Exercise>
Lines of the records that hold the word "LIMA" are to be counted; give the number and nothing more.

[Dataset entries]
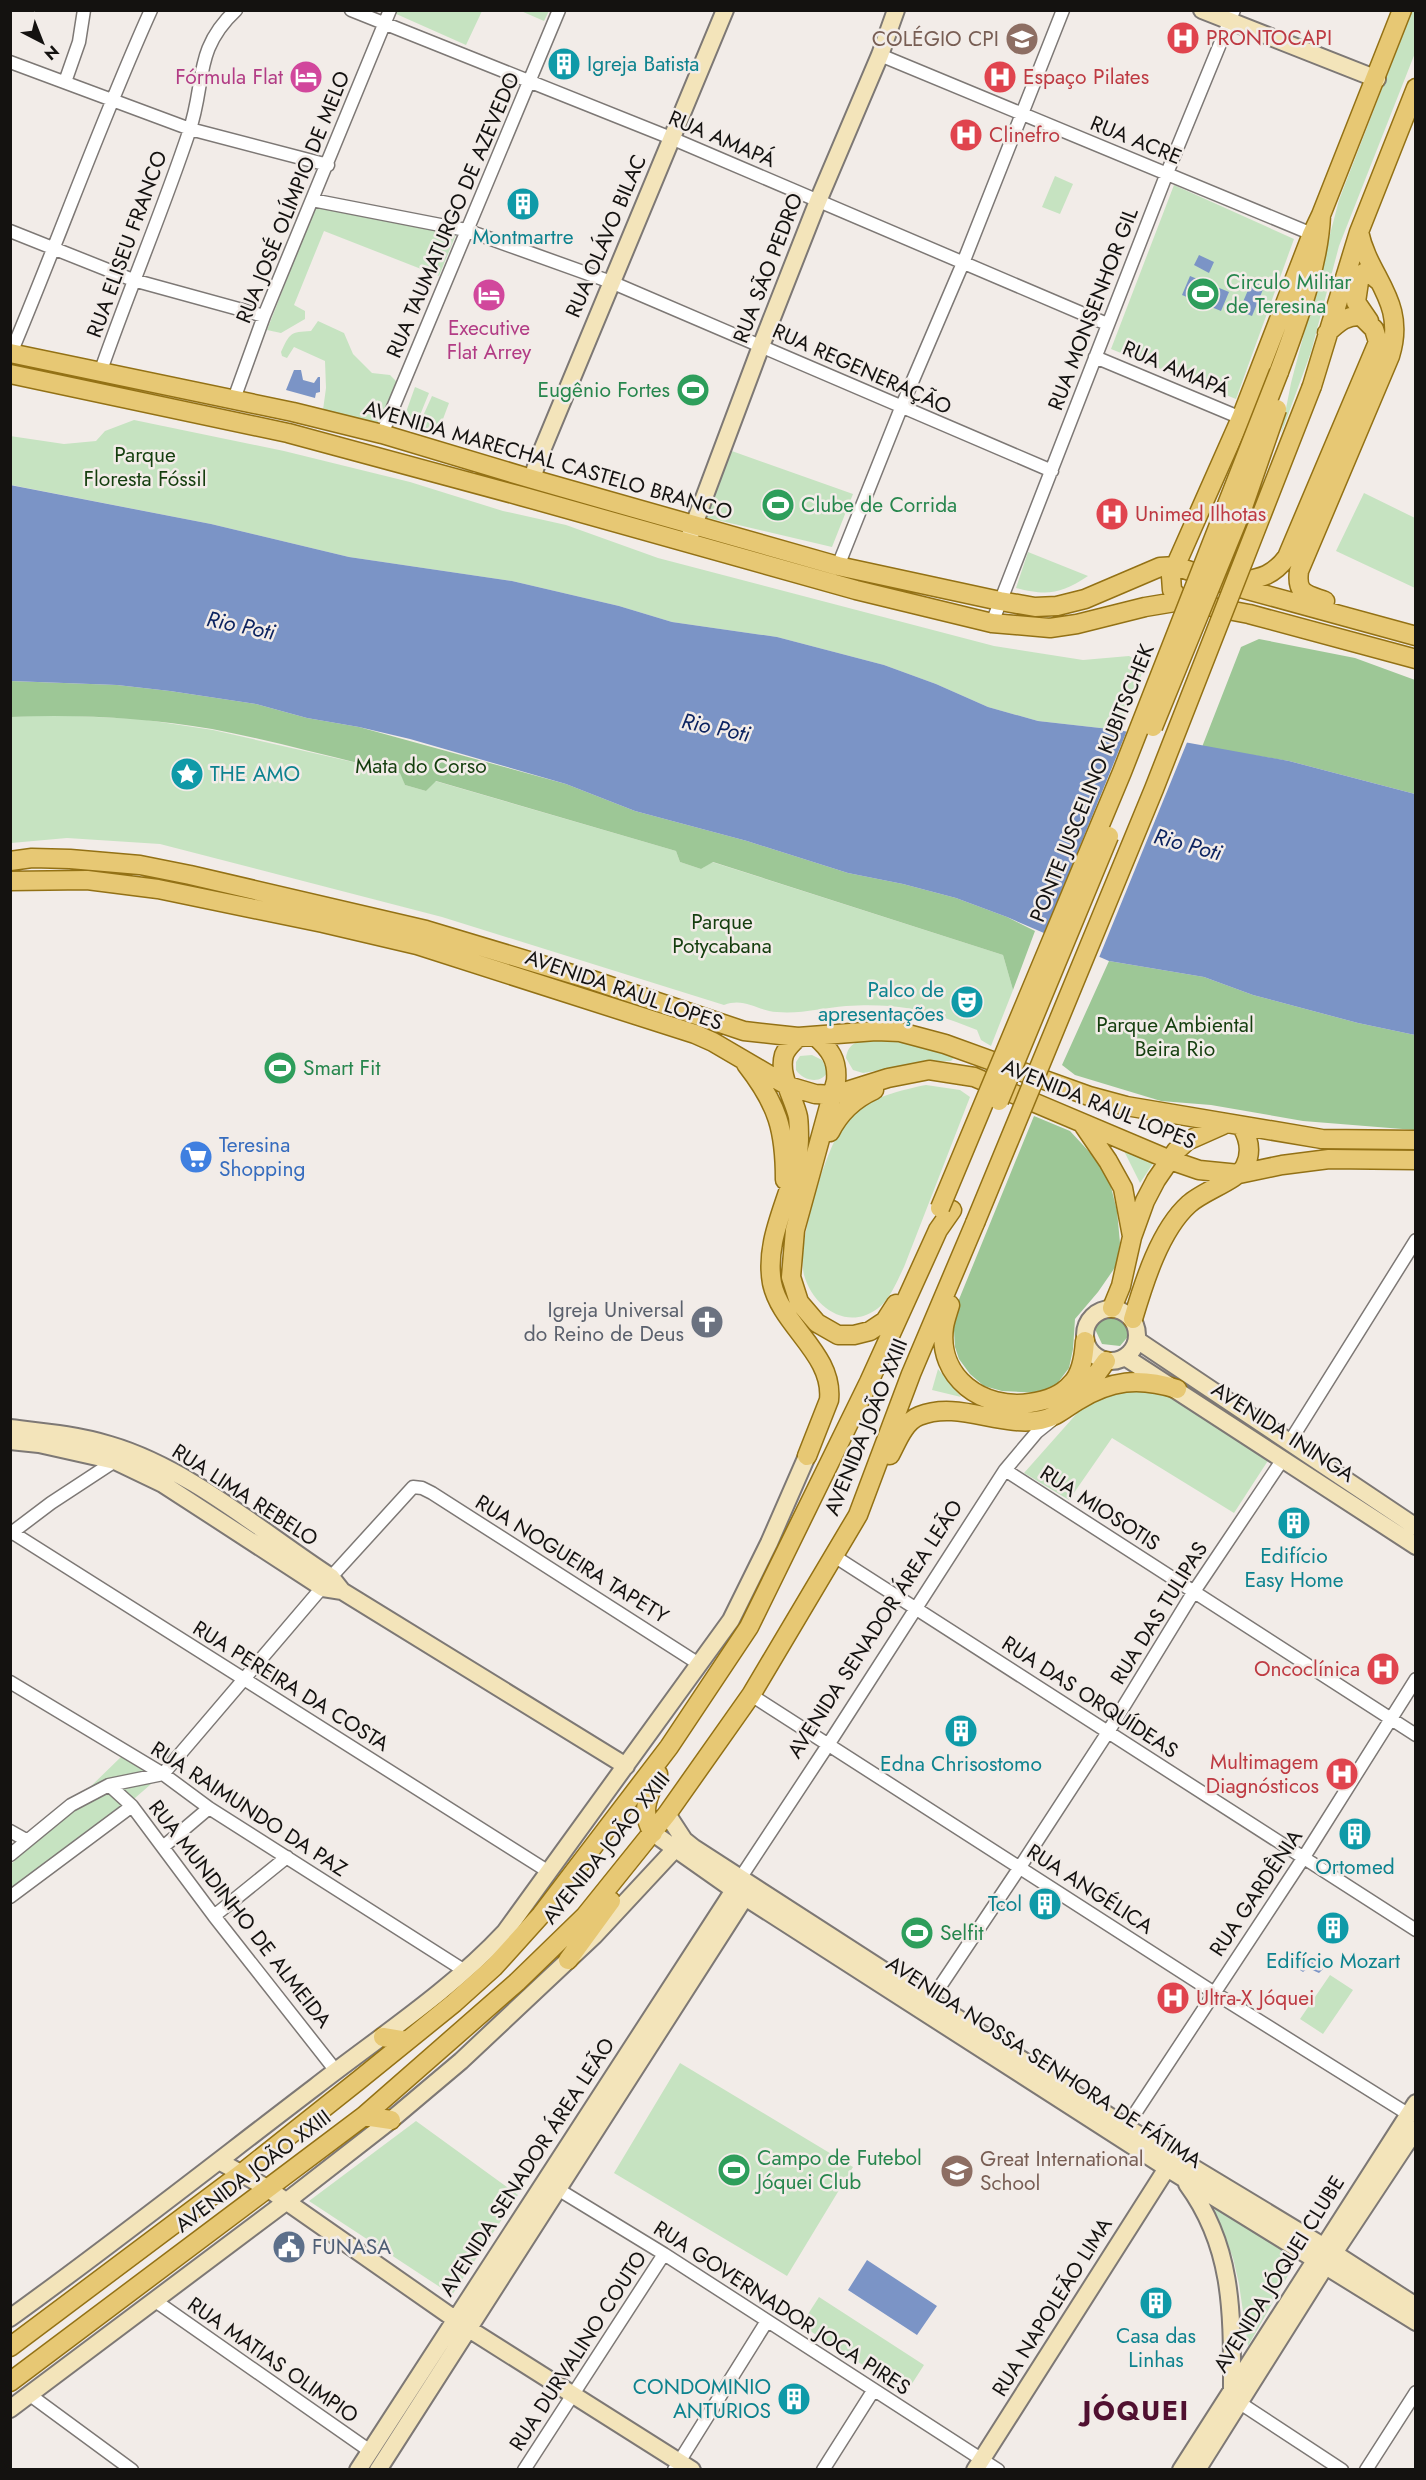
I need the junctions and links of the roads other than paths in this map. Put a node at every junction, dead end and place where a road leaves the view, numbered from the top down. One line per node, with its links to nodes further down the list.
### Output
1 (84, 10): 17 (street)
2 (151, 10): 20 (street)
3 (236, 10): 22 (street)
4 (351, 10): 13 (street, RUA AMAPÁ)
5 (390, 10): 13 (street, RUA JOSÉ OLÍMPIO DE MELO)
6 (559, 10): 18 (street, RUA TAUMATURGO DE AZEVEDO)
7 (725, 10): 23 (street, RUA OLÁVO BILAC)
8 (896, 10): 14 (street, RUA SÃO PEDRO)
9 (1063, 10): 21 (street)
10 (1202, 10): 12 (street)
11 (1402, 10): 16 (main road)
12 (1232, 16): 16 (street); 25 (street, RUA MONSENHOR GIL)
13 (385, 24): 18 (street, RUA AMAPÁ); 24 (street, RUA JOSÉ OLÍMPIO DE MELO)
14 (880, 55): 21 (street, RUA ACRE); 27 (street, RUA SÃO PEDRO)
15 (10, 62): 17 (street)
16 (1377, 79): 28 (main road)
17 (65, 82): 20 (street)
18 (529, 82): 23 (street, RUA AMAPÁ); 29 (street, RUA TAUMATURGO DE AZEVEDO)
19 (1416, 88): 31 (main road)
20 (111, 99): 22 (street); 33 (street)
21 (1021, 114): 25 (street, RUA ACRE); 34 (street)
22 (190, 129): 24 (street); 35 (street, RUA ELISEU FRANCO)
23 (671, 138): 27 (street, RUA AMAPÁ); 36 (street, RUA OLÁVO BILAC)
24 (328, 165): 26 (street, RUA JOSÉ OLÍMPIO DE MELO)
25 (1167, 173): 32 (street, RUA ACRE); 41 (street, RUA MONSENHOR GIL)
26 (312, 200): 29 (street, RUA REGENERAÇÃO); 39 (street, RUA JOSÉ OLÍMPIO DE MELO)
27 (818, 201): 34 (street, RUA AMAPÁ); 43 (street, RUA SÃO PEDRO)
28 (1321, 215): 32 (main road); 83 (main road, PONTE JUSCELINO KUBITSCHEK, bridge)
29 (466, 230): 36 (street, RUA REGENERAÇÃO); 53 (street, RUA TAUMATURGO DE AZEVEDO)
30 (10, 231): 33 (street)
31 (1359, 232): 37 (main road); 42 (main road)
32 (1312, 234): 51 (main road)
33 (55, 249): 35 (street); 44 (street)
34 (963, 262): 41 (street, RUA AMAPÁ); 49 (street)
35 (133, 280): 39 (street); 46 (street, RUA ELISEU FRANCO)
36 (611, 282): 43 (street, RUA REGENERAÇÃO); 55 (street, RUA OLÁVO BILAC)
37 (1386, 290): 38 (main road); 38 (main road); 57 (main road)
38 (1356, 302): 40 (main road); 42 (main road)
39 (264, 316): 48 (street, RUA JOSÉ OLÍMPIO DE MELO)
40 (1368, 321): 42 (main road); 57 (main road)
41 (1107, 324): 45 (street, RUA MONSENHOR GIL)
42 (1327, 333): 84 (main road, bridge)
43 (761, 346): 49 (street, RUA REGENERAÇÃO); 56 (street, RUA SÃO PEDRO)
44 (11, 353): 46 (main road, AVENIDA MARECHAL CASTELO BRANCO)
45 (1095, 357): 51 (street, RUA AMAPÁ); 54 (street, RUA MONSENHOR GIL)
46 (100, 373): 48 (main road, AVENIDA MARECHAL CASTELO BRANCO)
47 (10, 374): 52 (main road, AVENIDA MARECHAL CASTELO BRANCO)
48 (234, 399): 50 (main road, AVENIDA MARECHAL CASTELO BRANCO)
49 (901, 408): 54 (street, RUA REGENERAÇÃO); 59 (street)
50 (293, 412): 52 (main road); 53 (main road, AVENIDA MARECHAL CASTELO BRANCO)
51 (1241, 418): 60 (main road)
52 (288, 433): 58 (main road, AVENIDA MARECHAL CASTELO BRANCO)
53 (382, 434): 55 (main road, AVENIDA MARECHAL CASTELO BRANCO)
54 (1052, 471): 62 (street, RUA MONSENHOR GIL)
55 (532, 479): 56 (main road, AVENIDA MARECHAL CASTELO BRANCO)
56 (693, 525): 58 (street, RUA SÃO PEDRO); 59 (main road, AVENIDA MARECHAL CASTELO BRANCO)
57 (1304, 538): 61 (main road); 65 (main road)
58 (687, 544): 64 (main road, AVENIDA MARECHAL CASTELO BRANCO)
59 (838, 566): 62 (main road, AVENIDA MARECHAL CASTELO BRANCO)
60 (1176, 566): 61 (main road); 62 (main road, AVENIDA MARECHAL CASTELO BRANCO); 63 (main road)
61 (1226, 585): 65 (main road)
62 (1000, 601): 64 (street, RUA MONSENHOR GIL)
63 (1181, 601): 64 (main road, AVENIDA MARECHAL CASTELO BRANCO); 67 (main road, AVENIDA MARECHAL CASTELO BRANCO)
64 (992, 622)
65 (1377, 625): 66 (main road)
66 (1416, 636)
67 (1416, 659)
68 (10, 861): 70 (main road, AVENIDA RAUL LOPES)
69 (10, 881): 71 (main road, AVENIDA RAUL LOPES)
70 (807, 1036): 73 (main road); 74 (main road); 76 (main road, AVENIDA RAUL LOPES)
71 (742, 1059): 73 (main road, AVENIDA RAUL LOPES); 82 (main road)
72 (912, 1073): 74 (main road, AVENIDA RAUL LOPES); 75 (main road, AVENIDA RAUL LOPES); 80 (main road)
73 (788, 1086): 74 (main road, AVENIDA RAUL LOPES); 82 (main road)
74 (834, 1095): 80 (main road)
75 (1081, 1122): 78 (main road, AVENIDA RAUL LOPES); 85 (main road)
76 (1234, 1125): 77 (main road, AVENIDA RAUL LOPES); 78 (main road); 81 (main road)
77 (1416, 1140)
78 (1170, 1160): 81 (main road, AVENIDA RAUL LOPES); 85 (main road)
79 (1416, 1160): 81 (main road, AVENIDA RAUL LOPES)
80 (813, 1165): 87 (main road)
81 (1239, 1174): 89 (main road)
82 (784, 1197): 102 (main road)
83 (946, 1209): 87 (main road, AVENIDA JOÃO XXIII)
84 (975, 1223): 91 (main road); 105 (main road, AVENIDA JOÃO XXIII)
85 (1132, 1237): 88 (main road)
86 (1416, 1240): 101 (street, RUA DAS TULIPAS)
87 (921, 1268): 94 (main road, AVENIDA JOÃO XXIII)
88 (1112, 1308): 89 (street); 91 (street)
89 (1132, 1318): 90 (street)
90 (1137, 1340): 92 (street); 101 (street, AVENIDA ININGA)
91 (1085, 1341): 93 (street)
92 (1125, 1357): 93 (street); 95 (street, AVENIDA ININGA)
93 (1106, 1361): 96 (main road)
94 (868, 1382): 102 (main road); 122 (main road, AVENIDA JOÃO XXIII)
95 (1177, 1389): 96 (main road); 101 (street, AVENIDA ININGA)
96 (1077, 1401): 97 (main road)
97 (1058, 1415): 104 (street, AVENIDA SENADOR ÁREA LEÃO); 105 (main road)
98 (10, 1428): 99 (street, RUA LIMA REBELO)
99 (40, 1438): 100 (street, RUA LIMA REBELO); 103 (street, RUA LIMA REBELO); 110 (street, RUA LIMA REBELO)
100 (10, 1441)
101 (1286, 1451): 106 (street, AVENIDA ININGA); 108 (street, AVENIDA ININGA); 111 (street, RUA DAS TULIPAS)
102 (807, 1456): 113 (street, AVENIDA JOÃO XXIII)
103 (115, 1461): 107 (street); 110 (street, RUA LIMA REBELO)
104 (1005, 1470): 111 (street, RUA MIOSOTIS); 112 (street, AVENIDA SENADOR ÁREA LEÃO)
105 (858, 1515): 109 (main road, AVENIDA JOÃO XXIII)
106 (1416, 1527)
107 (12, 1534): 115 (street, RUA PEREIRA DA COSTA)
108 (1416, 1546)
109 (834, 1556): 112 (street, RUA DAS ORQUÍDEAS); 117 (main road, AVENIDA JOÃO XXIII)
110 (327, 1582): 113 (street, RUA NOGUEIRA TAPETY); 115 (street); 123 (street, RUA LIMA REBELO)
111 (1193, 1593): 118 (street, RUA MIOSOTIS); 119 (street, RUA DAS TULIPAS)
112 (915, 1609): 119 (street, RUA DAS ORQUÍDEAS); 121 (street, AVENIDA SENADOR ÁREA LEÃO)
113 (699, 1664): 123 (street, AVENIDA JOÃO XXIII)
114 (1416, 1679): 118 (street, RUA GARDÊNIA)
115 (244, 1680): 124 (street); 139 (street, RUA PEREIRA DA COSTA)
116 (10, 1682): 124 (street, RUA RAIMUNDO DA PAZ)
117 (751, 1695): 121 (street, RUA ANGÉLICA); 128 (main road, AVENIDA JOÃO XXIII)
118 (1389, 1719): 120 (street, RUA MIOSOTIS); 137 (street, RUA GARDÊNIA)
119 (1108, 1732): 137 (street, RUA DAS ORQUÍDEAS); 138 (street, RUA DAS TULIPAS)
120 (1416, 1735)
121 (828, 1745): 138 (street, RUA ANGÉLICA); 140 (street, AVENIDA SENADOR ÁREA LEÃO)
122 (669, 1747): 130 (main road); 149 (main road, AVENIDA JOÃO XXIII)
123 (626, 1766): 139 (street, AVENIDA JOÃO XXIII)
124 (163, 1774): 125 (street); 127 (street, RUA RAIMUNDO DA PAZ)
125 (108, 1785): 126 (street, RUA MUNDINHO DE ALMEIDA); 131 (street)
126 (132, 1806): 132 (street, RUA MUNDINHO DE ALMEIDA); 141 (street)
127 (209, 1808): 132 (street); 136 (street, RUA RAIMUNDO DA PAZ)
128 (667, 1814): 130 (main road, AVENIDA JOÃO XXIII); 140 (street, AVENIDA NOSSA SENHORA DE FÁTIMA)
129 (10, 1831): 131 (street)
130 (653, 1833): 133 (street, AVENIDA NOSSA SENHORA DE FÁTIMA); 134 (main road, AVENIDA JOÃO XXIII)
131 (26, 1840): 135 (street)
132 (163, 1847): 142 (street, RUA MUNDINHO DE ALMEIDA)
133 (675, 1849): 140 (street, AVENIDA NOSSA SENHORA DE FÁTIMA); 144 (street, AVENIDA JOÃO XXIII)
134 (637, 1853): 144 (main road); 152 (main road, AVENIDA JOÃO XXIII)
135 (10, 1856)
136 (287, 1857): 142 (street); 145 (street, RUA RAIMUNDO DA PAZ)
137 (1304, 1857): 143 (street, RUA DAS ORQUÍDEAS); 146 (street, RUA GARDÊNIA)
138 (1020, 1867): 146 (street, RUA ANGÉLICA); 147 (street, RUA DAS TULIPAS)
139 (549, 1872): 145 (street, AVENIDA JOÃO XXIII)
140 (740, 1888): 147 (street, AVENIDA NOSSA SENHORA DE FÁTIMA); 156 (street, AVENIDA NOSSA SENHORA DE FÁTIMA); 159 (street, AVENIDA SENADOR ÁREA LEÃO)
141 (10, 1897)
142 (214, 1916): 150 (street, RUA MUNDINHO DE ALMEIDA)
143 (1416, 1930)
144 (568, 1960): 153 (street, AVENIDA JOÃO XXIII)
145 (465, 1971): 148 (street, AVENIDA JOÃO XXIII)
146 (1213, 1992): 151 (street, RUA ANGÉLICA); 154 (street, RUA GARDÊNIA)
147 (932, 2000): 154 (street, AVENIDA NOSSA SENHORA DE FÁTIMA)
148 (383, 2037): 149 (main road); 150 (street, AVENIDA JOÃO XXIII)
149 (407, 2041): 157 (main road, AVENIDA JOÃO XXIII)
150 (336, 2071): 155 (street, AVENIDA JOÃO XXIII)
151 (1413, 2115): 163 (street, AVENIDA JÓQUEI CLUBE)
152 (364, 2116): 153 (main road); 160 (main road, AVENIDA JOÃO XXIII)
153 (391, 2120): 161 (street, AVENIDA JOÃO XXIII)
154 (1126, 2127): 163 (street, AVENIDA NOSSA SENHORA DE FÁTIMA)
155 (219, 2161): 157 (street); 166 (street, AVENIDA JOÃO XXIII)
156 (1167, 2168): 158 (street, AVENIDA NOSSA SENHORA DE FÁTIMA); 179 (street, RUA NAPOLEÃO LIMA)
157 (242, 2173): 160 (street); 170 (main road, AVENIDA JOÃO XXIII)
158 (1182, 2178): 163 (street, AVENIDA NOSSA SENHORA DE FÁTIMA); 176 (street)
159 (552, 2185): 162 (street, RUA GOVERNADOR JOCA PIRES); 169 (street, AVENIDA SENADOR ÁREA LEÃO)
160 (267, 2188): 161 (street); 171 (main road, AVENIDA JOÃO XXIII)
161 (287, 2201): 164 (street, AVENIDA JOÃO XXIII); 169 (street)
162 (664, 2254): 167 (street, RUA GOVERNADOR JOCA PIRES); 174 (street, RUA DURVALINO COUTO)
163 (1325, 2256): 165 (street, AVENIDA NOSSA SENHORA DE FÁTIMA); 168 (street, AVENIDA NOSSA SENHORA DE FÁTIMA); 176 (street, AVENIDA JÓQUEI CLUBE)
164 (154, 2300): 175 (street, AVENIDA JOÃO XXIII); 178 (street, RUA MATIAS OLIMPIO)
165 (1416, 2306)
166 (10, 2318)
167 (767, 2321): 172 (street, RUA GOVERNADOR JOCA PIRES); 180 (street)
168 (1416, 2322)
169 (462, 2324): 174 (street); 178 (street, AVENIDA SENADOR ÁREA LEÃO); 183 (street, AVENIDA SENADOR ÁREA LEÃO)
170 (10, 2347)
171 (10, 2382)
172 (873, 2391): 179 (street, RUA GOVERNADOR JOCA PIRES); 185 (street)
173 (1416, 2392): 190 (street)
174 (573, 2393): 180 (street); 184 (street, RUA DURVALINO COUTO)
175 (30, 2395): 177 (street, AVENIDA JOÃO XXIII); 181 (street)
176 (1236, 2397): 187 (street, AVENIDA JÓQUEI CLUBE); 188 (street, AVENIDA JÓQUEI CLUBE); 189 (street)
177 (10, 2409)
178 (370, 2451): 182 (street, AVENIDA SENADOR ÁREA LEÃO)
179 (978, 2465): 186 (street, RUA GOVERNADOR JOCA PIRES)
180 (682, 2467)
181 (127, 2468)
182 (358, 2469)
183 (378, 2469)
184 (524, 2469)
185 (823, 2469)
186 (998, 2469)
187 (1181, 2469)
188 (1197, 2469)
189 (1342, 2469)
190 (1366, 2469)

Response for this exercise>
5